Tuesday, December 16, 2014

Beating the Holiday Blues

                                            
If Christmas is supposed to be so merry, then why am I depressed?

“It’s the most wonderful time of the year” we hear in the words of a famous Christmas song. If that is the case, then why do so many people struggle depression during this time? The truth is, rather than being the merriest time of the year, Christmas is for many one of the saddest times. Why? There are many reasons for this, and some practical things we can do to avert that sinking feeling that threatens to rob us of joy.

One of the biggest culprits is unrealistic expectations: “I should be happy,” we try to convince ourselves, as we race from event to event. Underneath we feel guilty for spending too much money, eating too much, or being crabby with our family members. Though over- extended, we say yes with a saccharine smile, while inside counting the days until this hectic season is over.  We get into a vicious cycle: too busy, too angry, too depressed, so we do more to cover it up, try harder, get angrier, more depressed…

There are several ways to break this cycle.
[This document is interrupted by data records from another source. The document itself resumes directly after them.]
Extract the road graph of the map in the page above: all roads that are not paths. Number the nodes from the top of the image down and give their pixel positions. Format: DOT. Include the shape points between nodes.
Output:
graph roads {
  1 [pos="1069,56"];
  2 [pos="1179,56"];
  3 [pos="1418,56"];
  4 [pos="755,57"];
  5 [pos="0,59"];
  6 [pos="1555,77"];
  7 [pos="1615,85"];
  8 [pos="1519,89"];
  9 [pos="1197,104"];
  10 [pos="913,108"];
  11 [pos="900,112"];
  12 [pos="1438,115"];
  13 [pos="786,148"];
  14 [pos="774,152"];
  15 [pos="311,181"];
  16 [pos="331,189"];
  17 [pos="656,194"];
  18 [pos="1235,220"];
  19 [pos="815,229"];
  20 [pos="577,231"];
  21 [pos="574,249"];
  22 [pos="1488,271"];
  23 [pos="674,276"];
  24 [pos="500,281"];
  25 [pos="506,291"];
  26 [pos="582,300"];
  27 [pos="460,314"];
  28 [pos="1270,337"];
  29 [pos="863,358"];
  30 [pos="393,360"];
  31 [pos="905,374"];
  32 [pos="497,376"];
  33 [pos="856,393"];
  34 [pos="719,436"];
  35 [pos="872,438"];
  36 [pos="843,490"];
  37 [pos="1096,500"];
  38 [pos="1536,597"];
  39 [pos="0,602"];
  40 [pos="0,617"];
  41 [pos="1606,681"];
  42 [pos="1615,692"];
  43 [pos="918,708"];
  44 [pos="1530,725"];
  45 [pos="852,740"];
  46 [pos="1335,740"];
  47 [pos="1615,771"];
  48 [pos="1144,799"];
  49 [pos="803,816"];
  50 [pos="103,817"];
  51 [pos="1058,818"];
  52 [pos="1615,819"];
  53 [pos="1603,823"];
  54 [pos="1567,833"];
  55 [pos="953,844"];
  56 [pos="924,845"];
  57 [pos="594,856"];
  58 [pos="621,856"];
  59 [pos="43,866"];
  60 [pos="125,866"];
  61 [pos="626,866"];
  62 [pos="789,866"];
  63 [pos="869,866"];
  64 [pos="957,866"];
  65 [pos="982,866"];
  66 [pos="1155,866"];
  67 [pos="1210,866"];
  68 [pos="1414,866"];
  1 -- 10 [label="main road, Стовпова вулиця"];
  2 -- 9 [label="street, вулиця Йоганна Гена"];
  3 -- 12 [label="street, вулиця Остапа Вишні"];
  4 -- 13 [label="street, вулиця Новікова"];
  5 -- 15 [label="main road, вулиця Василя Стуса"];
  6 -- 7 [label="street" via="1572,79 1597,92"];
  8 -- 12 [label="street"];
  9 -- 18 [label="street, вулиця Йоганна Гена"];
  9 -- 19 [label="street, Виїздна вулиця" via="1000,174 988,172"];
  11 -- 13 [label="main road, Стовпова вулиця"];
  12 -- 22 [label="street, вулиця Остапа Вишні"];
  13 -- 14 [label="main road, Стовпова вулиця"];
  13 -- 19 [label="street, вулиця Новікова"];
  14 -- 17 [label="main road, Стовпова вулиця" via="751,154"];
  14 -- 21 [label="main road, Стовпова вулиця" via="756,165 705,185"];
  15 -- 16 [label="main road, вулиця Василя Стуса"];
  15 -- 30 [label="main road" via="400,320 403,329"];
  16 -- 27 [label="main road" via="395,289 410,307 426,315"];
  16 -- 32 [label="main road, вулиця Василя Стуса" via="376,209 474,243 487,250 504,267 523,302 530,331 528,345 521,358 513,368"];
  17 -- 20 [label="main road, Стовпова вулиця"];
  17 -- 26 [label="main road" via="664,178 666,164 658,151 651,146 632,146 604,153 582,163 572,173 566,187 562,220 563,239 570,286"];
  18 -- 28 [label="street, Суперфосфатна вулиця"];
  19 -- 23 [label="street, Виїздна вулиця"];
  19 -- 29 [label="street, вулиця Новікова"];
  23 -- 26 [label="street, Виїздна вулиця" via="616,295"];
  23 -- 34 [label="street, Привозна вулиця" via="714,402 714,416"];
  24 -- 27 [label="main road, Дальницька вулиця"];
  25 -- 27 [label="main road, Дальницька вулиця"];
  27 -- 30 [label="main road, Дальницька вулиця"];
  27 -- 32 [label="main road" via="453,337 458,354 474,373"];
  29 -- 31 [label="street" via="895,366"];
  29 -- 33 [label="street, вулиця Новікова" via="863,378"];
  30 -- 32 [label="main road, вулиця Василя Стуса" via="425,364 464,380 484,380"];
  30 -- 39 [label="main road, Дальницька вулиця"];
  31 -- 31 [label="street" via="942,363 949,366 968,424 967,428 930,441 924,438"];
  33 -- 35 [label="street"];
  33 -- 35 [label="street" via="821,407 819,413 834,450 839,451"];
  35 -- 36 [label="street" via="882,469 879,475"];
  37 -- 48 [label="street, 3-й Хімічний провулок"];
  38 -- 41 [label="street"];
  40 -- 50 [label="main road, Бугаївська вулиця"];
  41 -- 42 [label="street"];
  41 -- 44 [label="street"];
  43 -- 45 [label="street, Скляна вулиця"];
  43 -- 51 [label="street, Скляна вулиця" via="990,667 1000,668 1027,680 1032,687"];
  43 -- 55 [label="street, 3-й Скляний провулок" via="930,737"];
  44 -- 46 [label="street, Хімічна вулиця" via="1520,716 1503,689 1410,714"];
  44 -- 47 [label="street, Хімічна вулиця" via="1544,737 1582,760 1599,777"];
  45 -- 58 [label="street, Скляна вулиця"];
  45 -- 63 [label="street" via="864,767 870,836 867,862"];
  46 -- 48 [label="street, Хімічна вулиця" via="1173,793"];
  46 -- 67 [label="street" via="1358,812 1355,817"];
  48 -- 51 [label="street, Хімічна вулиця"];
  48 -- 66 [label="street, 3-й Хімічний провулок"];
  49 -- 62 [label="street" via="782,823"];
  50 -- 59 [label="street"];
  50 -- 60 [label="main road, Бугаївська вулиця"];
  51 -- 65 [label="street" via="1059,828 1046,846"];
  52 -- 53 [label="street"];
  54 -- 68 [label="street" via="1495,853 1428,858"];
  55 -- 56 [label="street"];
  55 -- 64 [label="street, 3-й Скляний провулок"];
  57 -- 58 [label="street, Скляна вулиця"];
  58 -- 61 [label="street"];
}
Consider listening to your “self talk.”  The phrase “I should” is tyrannical. Try replacing some of the “I shoulds” with “I would like to” and ”I wonder how I could…” Instead of “I should give Aunt Matilda a gift,” say “I would like to give her a gift.” This not only indicates your choice of giving her the gift, but also allows you to choose the option not to if that’s really how you feel. Go ahead and be honest with yourself. What is the worst that could happen? This little exercise will help us identify what we really do want to do, and feel better about what we actually choose.

Wisdom tells us to prioritize, simplify, and cut out unnecessary activities. Do we really need to bake 12 kinds of cookies just because mom did?

Maybe you are a family that is grieving or adjusting to new living conditions. If so, give yourself some space! If loss has occurred through death or divorce, don’t expect yourself to have happy feelings. That is being out of touch with reality. God does not expect such things. Many well-meaning friends and relatives may understand neither the depth of your grief, nor the most helpful way to help you deal with it. Take care of yourself, seek out counsel, learn to forgive, and find support as you move through this season. It’s okay to be melancholy.  Our entire culture is based on seeking emotional highs and does not encourage a proper treatment of grief or depression.

 Some families find it helpful to cancel extraneous activities such as multiple parties and instead do something for others. Any way of reaching out to someone less fortunate than ourselves is very therapeutic. Reading stories about people who overcome adversity does wonders for seeing the truth about our own situation, Whatever we struggle with, it’s not as bad as those who live in war-torn, desperately poor countries, or who have suffered unspeakable tragedies, like the loss of all one’s family members, genocide, debilitating brain injuries, and the like.

The real “Reason for the Season” is NOT happy feelings!  We can reject the stress that comes from doing too much, and more importantly reject the unrealistic expectations that drive it.  We need to take care of ourselves, learn to say “no,” spend our valuable time on fewer activities, cultivate traditions that focus on relationship. The Savior’s birth is the epitome of simplicity. As we take steps to reject unrealistic cultural and familial expectations, we surely will experience more of the peace that He came to give us.